Moreover, “participation in a scheme whose ultimate purpose a defendant does not know is insufficient to sustain a conspiracy conviction.” U.S. v. Sliwo, 620 F.3d 630, 633 (6th Cir. 2010); U.S. v. Lothian, 976 F.2d 1257, 1267 (9th Cir. 1992)(“‘participation in furtherance of a fraudulent scheme does not, by itself, justify a conviction unless the defendant’s knowledge of the fraudulent purpose can be shown.’”); U.S. v. Chandler, 388 F.3d 796, 806 (11th Cir. 2004)(“Since no one can be said to have agreed to a conspiracy that they do not know exists, proof of knowledge of the overall scheme is critical to a finding of conspiratorial intent.”).

 Here, the Government charged and contended that the ultimate purpose of the sale of Emperor packages was to operate an illegal pyramid scheme, so the Government had to prove Barnes knew that it was an illegal pyramid scheme.

According to the Government, it is a correct statement of law that “numerous factors must

be considered in determining whether a business scheme is a pyramid scheme, including the scheme’s ‘policies and procedures,’ the ‘marketing material’ used to recruit participants, and ‘data’ about its structure and sales.” (Br.64.) Thus, determining whether the sale of Emperor packages was a pyramid scheme required considering the underlying data. The Government contended that Reynolds’ data was “gold in this trial.” (R.681,#8324-25.) But the record is clear that Barnes did not have access to the data. (R.498 #4176; R.670,#7258.) The court even recognized that Barnes did not have access to the casino revenue: “I don’t think there’s been any evidence that [Barnes] did get a copy of any of those invoices from Plus Five Gaming that he actually knew how much money was coming in from the casino revenue stream or lack thereof.” (R.692,#1016.) As such, based on the Government’s own view, he could not make a knowing determination as to whether the business scheme was a pyramid scheme.

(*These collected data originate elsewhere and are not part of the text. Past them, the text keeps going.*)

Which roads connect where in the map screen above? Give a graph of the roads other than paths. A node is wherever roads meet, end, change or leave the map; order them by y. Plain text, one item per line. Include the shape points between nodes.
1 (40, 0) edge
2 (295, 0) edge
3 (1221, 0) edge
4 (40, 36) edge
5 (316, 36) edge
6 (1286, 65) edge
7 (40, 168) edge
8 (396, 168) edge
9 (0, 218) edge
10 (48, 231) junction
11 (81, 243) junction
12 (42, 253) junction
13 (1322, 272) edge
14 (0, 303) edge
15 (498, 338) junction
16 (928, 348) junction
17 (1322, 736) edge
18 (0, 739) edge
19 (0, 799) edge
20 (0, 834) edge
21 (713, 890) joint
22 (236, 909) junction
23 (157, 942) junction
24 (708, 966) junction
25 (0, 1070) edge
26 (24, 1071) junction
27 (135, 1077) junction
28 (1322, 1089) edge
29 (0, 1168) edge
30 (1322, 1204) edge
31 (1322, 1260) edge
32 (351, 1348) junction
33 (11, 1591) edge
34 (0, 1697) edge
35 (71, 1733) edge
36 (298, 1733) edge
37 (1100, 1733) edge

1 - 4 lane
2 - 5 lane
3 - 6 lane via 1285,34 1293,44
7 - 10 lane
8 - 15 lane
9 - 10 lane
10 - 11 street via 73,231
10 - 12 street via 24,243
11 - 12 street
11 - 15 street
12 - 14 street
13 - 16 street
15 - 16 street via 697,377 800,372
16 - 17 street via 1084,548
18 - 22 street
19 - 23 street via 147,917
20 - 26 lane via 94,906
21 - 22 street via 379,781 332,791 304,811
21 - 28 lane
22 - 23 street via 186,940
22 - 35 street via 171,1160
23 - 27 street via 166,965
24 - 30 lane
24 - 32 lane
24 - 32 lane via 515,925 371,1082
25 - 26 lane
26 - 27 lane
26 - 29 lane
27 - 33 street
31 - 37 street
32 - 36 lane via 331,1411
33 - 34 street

            Moreover, Barnes’ lack of knowledge is further buttressed by how the Government makes a determination of what is a pyramid scheme. Proving that a multi-level marketing company is an illegal pyramid scheme requires a fact-intensive inquiry. See FTC v. Noland, 2023 U.S. Dist. LEXIS 83248, at *161 (D. Ariz. May 11, 2023); Amway Corp. v. P&G, 2001 U.S. Dist. LEXIS 14455, at *38 (W.D. Mich. Sep. 14, 2001)(“the question of whether a particular company operates as an illegal pyramid involves a fact-intensive analysis.”). The “information is not readily apparent or interpreted. Torres v. S.G.E. Mgmt., L.L.C., 838 F.3d 629, 643 (5th Cir. 2016). The Government does not and did not point to any single fact that made the sale of Emperor packages an illegal pyramid scheme. Instead, it relied on a number of characteristics and financial data, with the benefit of hindsight, to argue that the sale of Emperor packages was a pyramid scheme.

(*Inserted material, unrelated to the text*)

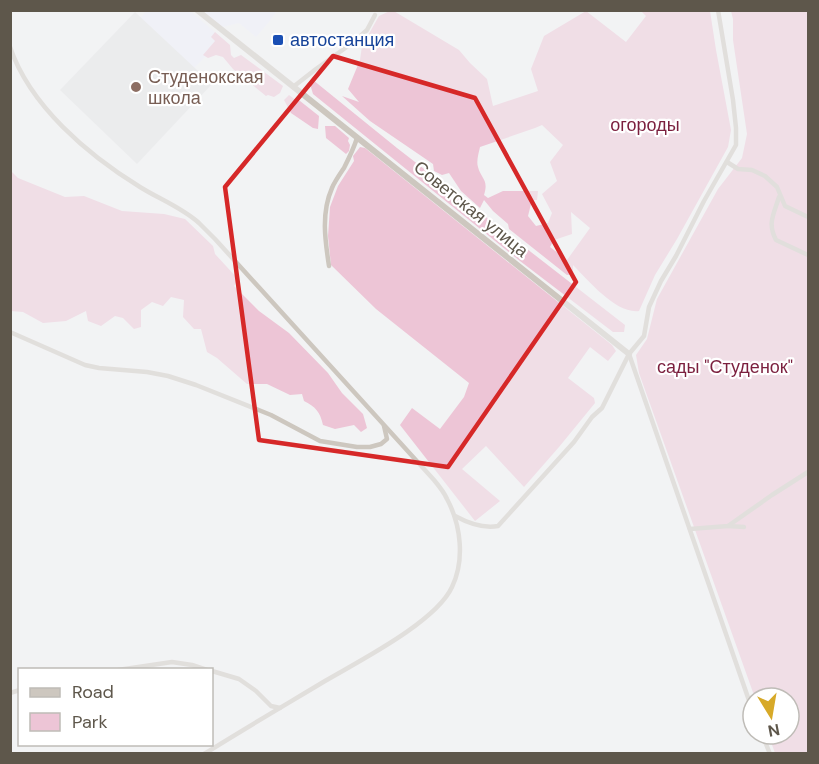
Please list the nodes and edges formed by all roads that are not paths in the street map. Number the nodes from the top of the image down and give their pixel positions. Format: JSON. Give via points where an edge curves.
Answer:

Based on Agent Reyes’ report, which was created from memory four days after questioning Barnes, “Barnes does not know how much money the casino generated,” and “he had never seen earning statements from the casino.” (R.519,#5033,5038.) However, the notes also reflected that Barnes did not have “firsthand knowledge of the online casino” (Id.) Further, the interview occurred after the events charged in the indictment, and knowledge after sales had been concluded does not support a fraud conviction. See Windsor v. United States, 384 F.2d 535, 537 (9th Cir. 1967).

Barnes’ lack of knowledge and scienter becomes abundantly clear with respect to the landscape of pyramid schemes in 2013 vis-à-vis the sale of Emperor packages. A multi-level marketing company is not inherently illegal. See United States v. Gold Unlimited, Inc., 177 F.3d 472, 480 (6th Cir. 1999)(“Courts and legislatures recognize a distinction between legitimate programs (known as multi-level marketing systems) and illegal schemes.”). The law does not meaningfully differentiate legitimate MLMs and illegal pyramid schemes, so a defendant cannot know they are participating in a fraudulent MLM. Scholars have even noted that in the United States, “non-fraudulent forms of pyramid schemes are prevalent.” Branislov Hock & Mark Button, Non-Ideal Victims or Offenders? The Curious Case of Pyramid Scheme Participants. Victims & Offenders, 1311, 1317 (2023).

When asked what distinguishes an illegal pyramid scheme from a legal multilevel company, the FTC said, “We’re not going to answer [the question].’” Joe Nocera, The Pyramid Scheme Problem, N. Y. TIMES (Sept. 15, 2015). Even Keep, the Government’s pyramid scheme expert, recognized that “in terms of sending clear signals to the industry, the F.T.C. has done worse than nothing since 1979. It sends confusing signals that have in no way helped us understand how to identify a multilevel marketing company that may be a pyramid scheme.” Id.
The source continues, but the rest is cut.